Right now, growers are moving around harvesting equipment and a few have started shaking nuts off the trees. Harvesting should begin picking up this week.

“Everything has been slow. We really haven’t seen much harvesting yet,” Jenna says. The prolonged heat spell prompted growers to figure out the best strategy to irrigate during hull split and prior to harvest.

More growers should start harvesting almonds this week.
Extreme heat triggers more evaporation and dry ground heats up more quickly than wet soil.
Here’s the quandary: If growers irrigate too much, they increase the risk of diseases, shaker damage and delayed harvest. If they don’t provide enough water, the trees become over stressed, mite activity could explode and kernel weights might decrease. “It’s a balancing act,” Jenna says.

Pomologist David Doll of UC Cooperative Extension in Merced County advises growers to maintain the same frequency of irrigation during hull split but make adjustments during irrigation sets.

“Reductions to irrigation (i.e. 50 percent at the onset of hull split) to apply a stress can be made by reducing the duration. Trees should be monitored by either a pressure chamber or observations (i.e. wilting) to identify stress levels. If the trees are over/under-stressed at the end of the cycle, adjust the duration,” he writes in his Almond Doctor column.

Here are some recommendations at this time:
·         Pre-Harvest week: 20-50 percent reduction to help begin a slight dry down of the orchard.
Harvest week: 30-50 percent evapotranspiration (ET) – some water should be applied, but with enough time to allow orchard floor drying for shaker movement.
·         Post Harvest: 100 percent ET – stress should be minimized at this stage as the tree prepares for next year.
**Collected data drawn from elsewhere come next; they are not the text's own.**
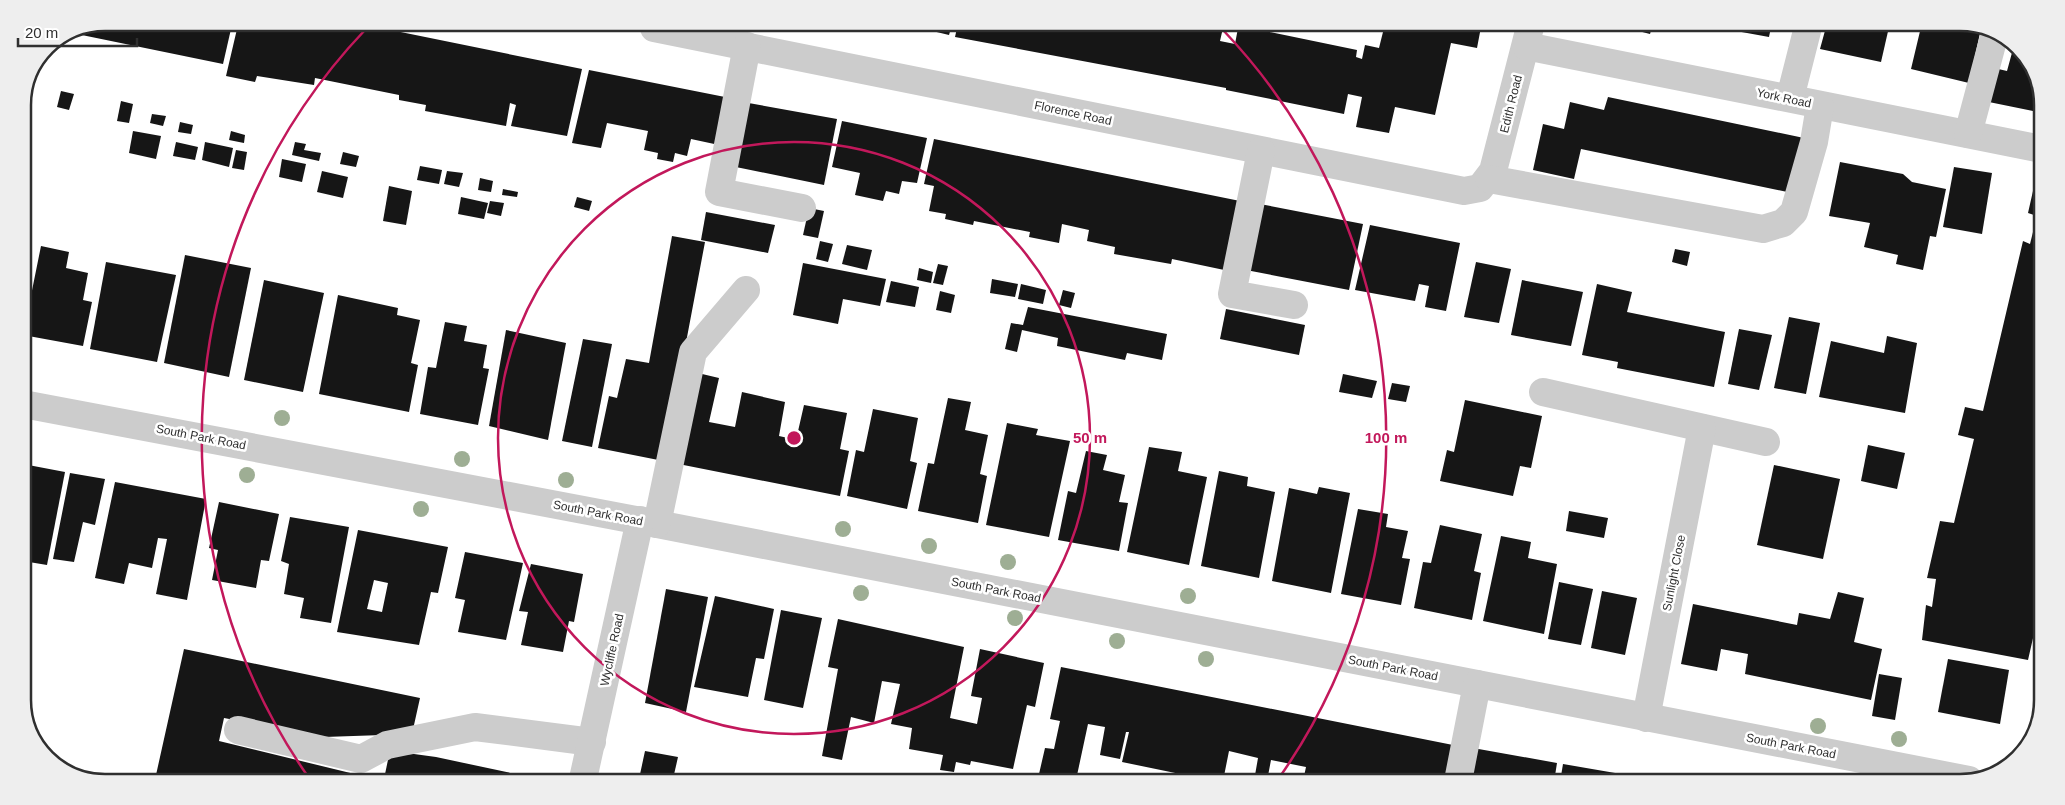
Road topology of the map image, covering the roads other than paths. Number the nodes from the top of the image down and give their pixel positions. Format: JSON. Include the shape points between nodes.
{"nodes":[{"id":1,"x":670,"y":31,"type":"edge"},
{"id":2,"x":1807,"y":31,"type":"edge"},
{"id":3,"x":1528,"y":37,"type":"edge"},
{"id":4,"x":1993,"y":40,"type":"edge"},
{"id":5,"x":747,"y":46,"type":"junction"},
{"id":6,"x":1790,"y":98,"type":"junction"},
{"id":7,"x":1820,"y":106,"type":"junction"},
{"id":8,"x":1968,"y":134,"type":"junction"},
{"id":9,"x":2034,"y":147,"type":"edge"},
{"id":10,"x":1261,"y":150,"type":"junction"},
{"id":11,"x":1489,"y":178,"type":"junction"},
{"id":12,"x":802,"y":208,"type":"dead end"},
{"id":13,"x":746,"y":290,"type":"dead end"},
{"id":14,"x":1294,"y":305,"type":"dead end"},
{"id":15,"x":1543,"y":392,"type":"dead end"},
{"id":16,"x":31,"y":406,"type":"edge"},
{"id":17,"x":1702,"y":428,"type":"junction"},
{"id":18,"x":1766,"y":442,"type":"dead end"},
{"id":19,"x":649,"y":522,"type":"junction"},
{"id":20,"x":1477,"y":684,"type":"junction"},
{"id":21,"x":1646,"y":718,"type":"junction"},
{"id":22,"x":238,"y":730,"type":"dead end"},
{"id":23,"x":592,"y":742,"type":"junction"},
{"id":24,"x":585,"y":774,"type":"edge"},
{"id":25,"x":1459,"y":774,"type":"edge"},
{"id":26,"x":1938,"y":774,"type":"edge"}],
"edges":[{"from":1,"to":5,"type":"street","name":"Florence Road"},
{"from":2,"to":6,"type":"street"},
{"from":3,"to":6,"type":"street","name":"York Road"},
{"from":3,"to":11,"type":"street","name":"Edith Road"},
{"from":4,"to":8,"type":"street"},
{"from":5,"to":10,"type":"street","name":"Florence Road"},
{"from":5,"to":12,"type":"street","via":[[719,192]]},
{"from":6,"to":7,"type":"street","name":"York Road"},
{"from":7,"to":8,"type":"street","name":"York Road"},
{"from":7,"to":11,"type":"street","via":[[1814,142],[1794,212],[1783,224],[1763,229]]},
{"from":8,"to":9,"type":"street","name":"York Road"},
{"from":10,"to":11,"type":"street","name":"Florence Road","via":[[1464,191],[1480,188]]},
{"from":10,"to":14,"type":"street","via":[[1232,294]]},
{"from":13,"to":19,"type":"street","name":"Wycliffe Road","via":[[693,352]]},
{"from":15,"to":17,"type":"street"},
{"from":16,"to":19,"type":"street","name":"South Park Road"},
{"from":17,"to":18,"type":"street"},
{"from":17,"to":21,"type":"street","name":"Sunlight Close"},
{"from":19,"to":20,"type":"street","name":"South Park Road"},
{"from":19,"to":23,"type":"street","name":"Wycliffe Road"},
{"from":20,"to":21,"type":"street","name":"South Park Road"},
{"from":20,"to":25,"type":"street"},
{"from":21,"to":26,"type":"street","name":"South Park Road"},
{"from":22,"to":23,"type":"street","via":[[361,759],[387,745],[475,727]]},
{"from":23,"to":24,"type":"street","name":"Wycliffe Road"}]}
Growers need to adjust irrigation schedules during harvest.
“The recommendations are made for micro, drip, or solid-set irrigation systems, but the recommendations would be very difficult to achieve using flood irrigation,” Doll writes. “With flood irrigation, growers will want to adjust their irrigations so that some trees show signs of water stress between irrigations during hull split, and harvest will be delayed until the wettest part of the field is dry. Increasing distribution uniformity by taking into account soil differences with different checks may help with a uniform harvest.”